La questione vi potrà sembrare di lana caprina, ma io ritengo che invece questo male abbia corroso profondamente le basi che avrebbero dovuto fare del Web un faro di libertà e di miglioramento della nostra civiltà.

Il PageRank, che avrebbe dovuto essere una garanzia per la qualità dei contenuti restituiti in SERP, si è invece ritorto contro i suoi stessi ideatori. Perché? Perché, come si dice, fatta la legge, trovato l’inganno.

Non si può negare, infatti, che uno dei fattori che nel tempo hanno contribuito a modificare profondamente i risultati delle ricerche su Google è il costante tentativo di adattamento degli autori dei contenuti all’algoritmo stesso e la crescita del settore dell’ottimizzazione per i motori di ricerca (Search Engine Optimization, SEO). Applicando una serie di raccomandazioni e indicazioni formali di compilazione dei contenuti, gli autori possono infatti incrementare le possibilità che ottengano maggiore visibilità nei risultati delle ricerche generando, in teoria, maggiori profitti.

C’è troppa gente in giro, professionisti del Web soprattutto, il cui unico obiettivo è quello di raggiungere la vetta delle pagine di ricerca di Google, senza badare alla qualità, ma cercando in ogni modo possibile di assecondare l’algoritmo e assecondare i desideri del crawler, piuttosto che quelli dell’utente.

Alla luce di questa osservazione, non ci si può mostrare certamente stupiti dal peggioramento dei risultati delle ricerche.

Tuttavia, sebbene questo sia un problema che qualsiasi motore di ricerca si troverebbe a dovere affrontare, da Google ci si aspetterebbe un algoritmo più raffinato e meno facilmente manipolabile. Ci si aspetterebbe, insomma, una maggiore qualità, da una parte, e una minore uniformità dei contenuti premiati come risposte più pertinenti e più utili rispetto a determinate domande, dall’altra.

Capita, invece, sempre più frequentemente, che le ricerche svolte all’interno di Google in merito a determinati argomenti restituiscano come risultato una serie di contenuti che offrono varie rielaborazioni, ampiamente sovrapponibili, di una medesima informazione. Inoltre, cosa ancora peggiore, a essere favoriti nelle ricerche sono contenuti di scarsa qualità, a volte scritti con l’unico obiettivo di generare traffico e, di conseguenza, profitti attraverso la pubblicità, la sottoscrizione di servizi o la vendita di prodotti o le affiliazioni.

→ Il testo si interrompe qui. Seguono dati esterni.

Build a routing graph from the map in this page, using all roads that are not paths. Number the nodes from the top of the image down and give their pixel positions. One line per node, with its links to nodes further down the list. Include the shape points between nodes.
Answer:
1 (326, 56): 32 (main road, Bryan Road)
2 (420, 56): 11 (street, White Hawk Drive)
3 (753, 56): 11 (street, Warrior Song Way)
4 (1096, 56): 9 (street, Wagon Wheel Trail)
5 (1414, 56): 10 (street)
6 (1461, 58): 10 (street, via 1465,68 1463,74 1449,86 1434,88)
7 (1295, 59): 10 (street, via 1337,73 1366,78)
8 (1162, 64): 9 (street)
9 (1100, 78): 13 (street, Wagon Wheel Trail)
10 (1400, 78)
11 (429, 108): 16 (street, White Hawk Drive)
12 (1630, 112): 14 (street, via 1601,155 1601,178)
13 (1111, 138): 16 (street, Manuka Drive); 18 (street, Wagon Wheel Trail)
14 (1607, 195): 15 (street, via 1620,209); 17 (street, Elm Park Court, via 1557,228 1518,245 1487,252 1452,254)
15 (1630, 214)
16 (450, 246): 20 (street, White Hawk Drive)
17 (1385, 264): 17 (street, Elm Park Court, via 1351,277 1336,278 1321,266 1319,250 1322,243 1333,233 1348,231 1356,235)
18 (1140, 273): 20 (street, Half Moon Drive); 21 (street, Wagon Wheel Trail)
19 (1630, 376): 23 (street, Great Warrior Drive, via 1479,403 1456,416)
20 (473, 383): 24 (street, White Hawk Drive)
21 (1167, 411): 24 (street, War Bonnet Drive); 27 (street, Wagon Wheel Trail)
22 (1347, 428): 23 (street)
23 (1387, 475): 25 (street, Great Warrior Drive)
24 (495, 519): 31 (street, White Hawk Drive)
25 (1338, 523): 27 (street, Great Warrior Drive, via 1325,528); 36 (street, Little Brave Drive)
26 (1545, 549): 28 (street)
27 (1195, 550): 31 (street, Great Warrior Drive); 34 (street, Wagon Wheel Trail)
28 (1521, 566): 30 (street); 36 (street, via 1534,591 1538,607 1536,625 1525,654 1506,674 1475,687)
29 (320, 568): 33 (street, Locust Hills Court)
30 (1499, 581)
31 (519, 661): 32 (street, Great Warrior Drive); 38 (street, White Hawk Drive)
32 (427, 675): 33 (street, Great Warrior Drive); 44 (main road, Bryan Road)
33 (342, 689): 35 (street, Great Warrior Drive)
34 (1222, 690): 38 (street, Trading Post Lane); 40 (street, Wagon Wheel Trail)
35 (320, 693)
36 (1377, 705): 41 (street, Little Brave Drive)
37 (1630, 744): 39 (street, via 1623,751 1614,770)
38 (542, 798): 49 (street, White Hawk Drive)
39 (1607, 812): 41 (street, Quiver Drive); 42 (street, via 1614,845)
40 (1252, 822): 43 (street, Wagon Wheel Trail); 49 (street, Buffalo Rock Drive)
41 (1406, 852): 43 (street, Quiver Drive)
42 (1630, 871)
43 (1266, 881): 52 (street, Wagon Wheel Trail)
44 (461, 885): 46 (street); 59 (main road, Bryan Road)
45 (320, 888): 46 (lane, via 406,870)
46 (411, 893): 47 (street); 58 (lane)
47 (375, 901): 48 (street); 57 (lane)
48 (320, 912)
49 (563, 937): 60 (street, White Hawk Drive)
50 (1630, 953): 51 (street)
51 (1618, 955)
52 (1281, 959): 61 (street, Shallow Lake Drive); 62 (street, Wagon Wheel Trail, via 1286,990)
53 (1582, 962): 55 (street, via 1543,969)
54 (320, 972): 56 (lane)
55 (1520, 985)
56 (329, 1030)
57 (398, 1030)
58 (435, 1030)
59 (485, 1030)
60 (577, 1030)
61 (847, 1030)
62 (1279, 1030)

Ad ogni buon conto, una nicchia di utenti hanno sviluppato una crescente consapevolezza degli attuali limiti di Google come motore di ricerca e questo sta condizionando anche le ricerche stesse. Come? Le persone continuano a usare Google, ma lo fanno sempre più spesso come scorciatoia per raggiungere determinate pagine su siti conosciuti e ritenuti affidabili, evitando i siti che tramite l’ottimizzazione SEO arrivano in cima ai risultati di ricerca e che spesso, ma non sempre, cercano sempre di venderti qualcosa.

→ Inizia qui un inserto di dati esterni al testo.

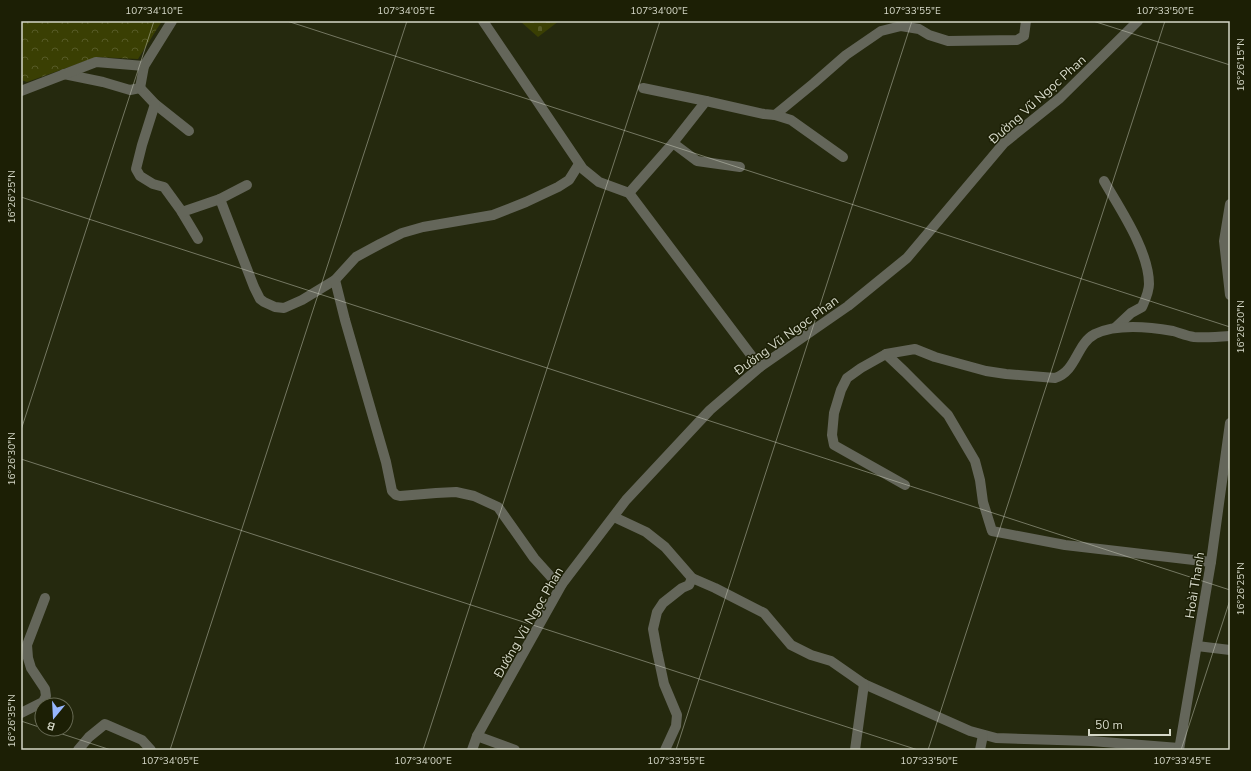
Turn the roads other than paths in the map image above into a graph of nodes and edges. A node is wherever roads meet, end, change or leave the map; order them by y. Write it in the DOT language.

Alla luce di ciò, molte domande degli utenti non sono più formulate utilizzando soltanto le parole oggetto della ricerca, ma anche il nome del sito, del social o dell’aggregatore di contenuti di volta in volta ritenuto più utile in merito alla domanda posta.

Inoltre, molte persone trovano spesso più utile effettuare le proprie ricerche direttamente su YouTube, TikTok o Instagram, invece che perdersi nei meandri di Google e fare lo slalom tra decine di annunci pubblicati e contenuti disutili.

A questa tendenza dovremmo porre un argine. E dico “dovremmo” perché siamo noi addetti ai lavori ad avere intossicato il sistema e ad avere sacrificato la qualità dei contenuti sull’altare del profitto, facendo gli interessi delle aziende e curandoci spesso ben poco dei bisogni degli utenti.

Io, personalmente e nel mio piccolo, ho deciso di non muovermi più in questa direzione, anche con i miei progetti personali, spin-off della mia attività principale.

Abbiamo, a mio avviso, il dovere etico e morale di rendere il Web un posto migliore e creare contenuti di qualità, che forse non leggerà nessuno, finché Google resterà quello che è adesso, ma che avranno il merito di dire la cosa giusta (la più vera).

Allora, non si dovrebbe parlare più di SEO, Search Engines Optimization, ma di USIEO, User Search Intent and Experience Optimization.